茶一郎

ビール・ストリートの恋人たちの茶一郎のレビュー・感想・評価

4.2
  胸キュンと悲痛な現実がボディブローをかましてくる『ビール・ストリートの恋人たち』。『ムーンライト』でアカデミー作品賞を獲得したバリー・ジェンキンス監督が「『ムーンライト』はウォーミング・アップだった」と言うほどの重大物件、ジェイムズ・ボールドウィンの『ビール・ストリートに口あらば』を原作とした作品です。

 動画でのレビューはこちら https://youtu.be/Wy2sO6MouqQ

 物語は1970年代のNYハーレムを舞台に、幼馴染のティッシュとファニーが出会うまで、一方でファニーが無実の罪で逮捕され二人が引き裂かれてから、の二つの時間軸を交互に語っていきます。全編、ティッシュのナレーションをベースに二つの時間軸、「恋人たち」にとっての光と影を並列して描く原作通りの語り口を採用しながら、バリー・ジェンキンス作品らしさが前面に出ているのは何と言っても撮影です。
 テレンス・マリックにエマニュエル・ルベツキがいて、コーエン兄弟にロジャー・ディーキンスがいるように、バリー・ジェンキンス監督作には撮影監督ジェームズ・ラクストンが欠かせない存在になっていますが、本作『ビール・ストリートの恋人たち』の撮影は美しすぎます。全編、赤と黄色を基調にした温かみのある画面で悲痛な現実を彩り、『ムーンライト』では主人公の魂の色が「青」だった一方、『ビール・ストリートの恋人たち』では「青」はファニーを差別する警官の制服の色、冷たい現実の色となっています。
 また2:1の特殊な画面比率について、ジェンキンス監督は「写真が連なる映画にしたかった」と仰っています。時折、挿入される70年代ハーレムの写真と合わせて全編が写真のように美しい逸品に出来上がっています。

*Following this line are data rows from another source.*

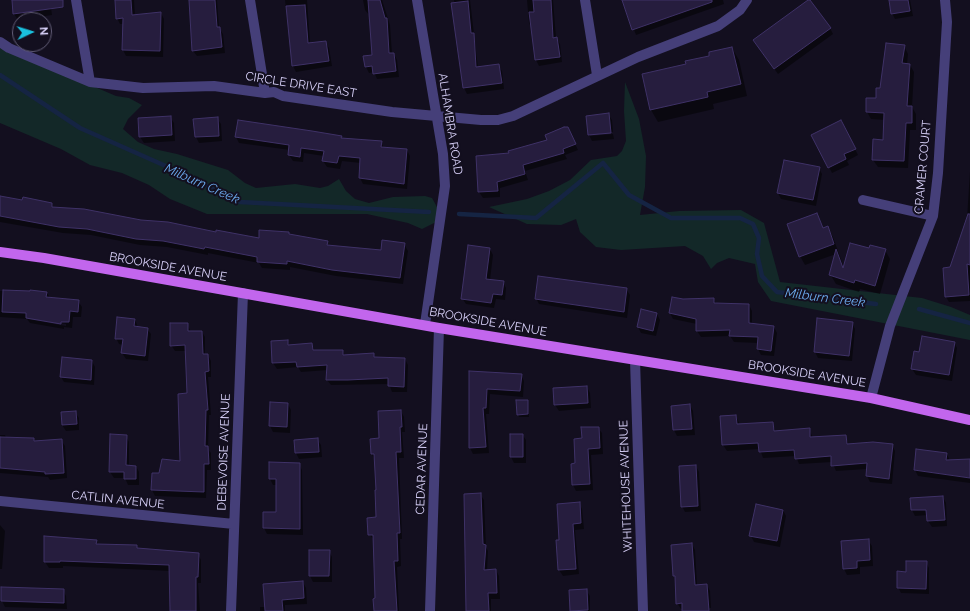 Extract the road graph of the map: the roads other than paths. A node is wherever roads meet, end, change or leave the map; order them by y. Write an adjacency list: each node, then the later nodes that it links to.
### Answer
1 (76, 0): 9 (street)
2 (250, 0): 10 (street)
3 (417, 0): 11 (street, ALHAMBRA ROAD)
4 (585, 0): 8 (street)
5 (747, 0): 8 (street, CIRCLE DRIVE EAST)
6 (945, 0): 13 (street, CRAMER COURT)
7 (0, 42): 9 (street, CIRCLE DRIVE EAST)
8 (597, 75): 11 (street, CIRCLE DRIVE EAST)
9 (90, 82): 10 (street, CIRCLE DRIVE EAST)
10 (265, 93): 11 (street, CIRCLE DRIVE EAST)
11 (436, 117): 16 (street, ALHAMBRA ROAD)
12 (863, 200): 13 (street)
13 (933, 216): 19 (street, CRAMER COURT)
14 (0, 252): 15 (main road, BROOKSIDE AVENUE)
15 (243, 293): 16 (main road, BROOKSIDE AVENUE); 22 (street, DEBEVOISE AVENUE)
16 (425, 324): 17 (main road, BROOKSIDE AVENUE)
17 (440, 328): 18 (main road, BROOKSIDE AVENUE); 24 (street, CEDAR AVENUE)
18 (635, 360): 19 (main road, BROOKSIDE AVENUE); 25 (street, WHITEHOUSE AVENUE)
19 (871, 398): 20 (main road, BROOKSIDE AVENUE)
20 (970, 420)
21 (0, 501): 22 (street, CATLIN AVENUE)
22 (234, 524): 23 (street, DEBEVOISE AVENUE)
23 (231, 611)
24 (430, 611)
25 (643, 611) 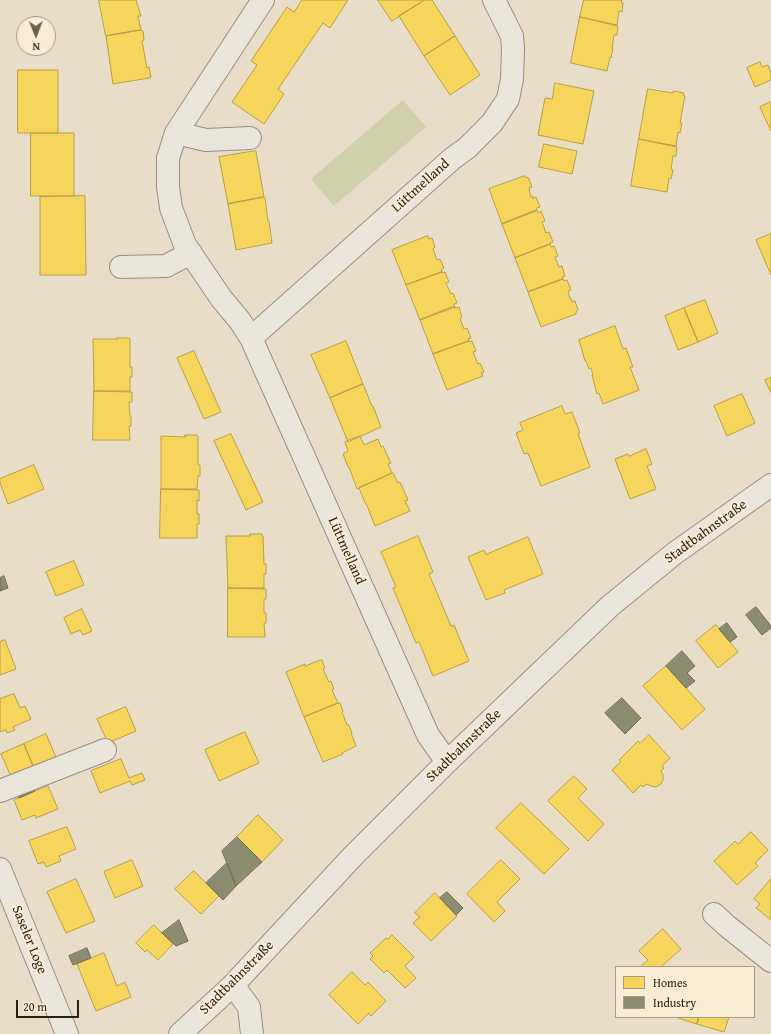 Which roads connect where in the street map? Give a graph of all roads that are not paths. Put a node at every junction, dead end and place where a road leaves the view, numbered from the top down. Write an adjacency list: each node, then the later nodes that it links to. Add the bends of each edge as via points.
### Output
1 (263, 0): 3 (street, Lüttmelland)
2 (494, 0): 7 (street, Lüttmelland, via 512,36 513,49 508,99 492,123 468,148 453,158)
3 (176, 133): 4 (street, via 206,140); 5 (street, Lüttmelland, via 168,158 168,187 171,208 185,245)
4 (250, 138)
5 (191, 253): 6 (street, via 166,266); 7 (street, Lüttmelland)
6 (121, 267)
7 (250, 338): 10 (street, Lüttmelland, via 428,735)
8 (771, 485): 10 (street, Stadtbahnstraße, via 674,553 610,606)
9 (105, 750): 11 (street)
10 (447, 762): 15 (street, Stadtbahnstraße, via 353,856)
11 (0, 792)
12 (0, 869): 16 (street, Saseler Loge)
13 (714, 914): 14 (street)
14 (771, 961)
15 (233, 985): 17 (street, Stadtbahnstraße); 18 (street, via 249,1007)
16 (67, 1034)
17 (180, 1034)
18 (252, 1034)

 序盤はジェンキンス監督の長編監督デビュー作『Medcine For Melancholy』のロマンス度を高めた男女のやり取りや、『ムーンライト』のもどかしい視線のキャッチボールに胸キュンしながら、後半には頻繁に「こちら」を向いてくる登場人物と目が合い、彼らが何かを訴えてくるようで辛くなっていきます。
 原作が出てから45年。マイノリティに対する差別の意識は何も変わっちゃいないんだと、頭を抱え込んでしまいます。

 『ブルー・バレンタイン』方式の恋愛の光と影を映す原作リスペクトの語り口と言いながら、大きく変わっているのはラスト、原作では二章「神の国(シオン)」の部分です。原作では夢か現実か分からないまま幕を閉じる一方、本作はしっかりと現実のものとしてラストを描いていました。
 これは映画的な分かりやすさ以上に、現実に対する唯一の救いである「愛」の強調という事であると思いました。ジェイムズ・ボールドウィンが提示した、差別に抵抗もせずただ流されていくだけの恋人たちに少しだけ「愛」をプレゼントするバリー・ジェンキンス版『ビール・ストリートに口あらば』。冷たい現実、影の部分にいる彼らに、光をプレゼントする撮影。そこに愛があるだけで、彼らが少しでも救われたような気になります(気になってしまいます)。

 2回目になりますが、原作が出てから45年。本作のエンドクレジットはアメリカの愛国歌♪my country tis of theeを重ね、その現在を猛烈に批判してこの『ビール・ストリートの恋人たち』は幕を閉じます。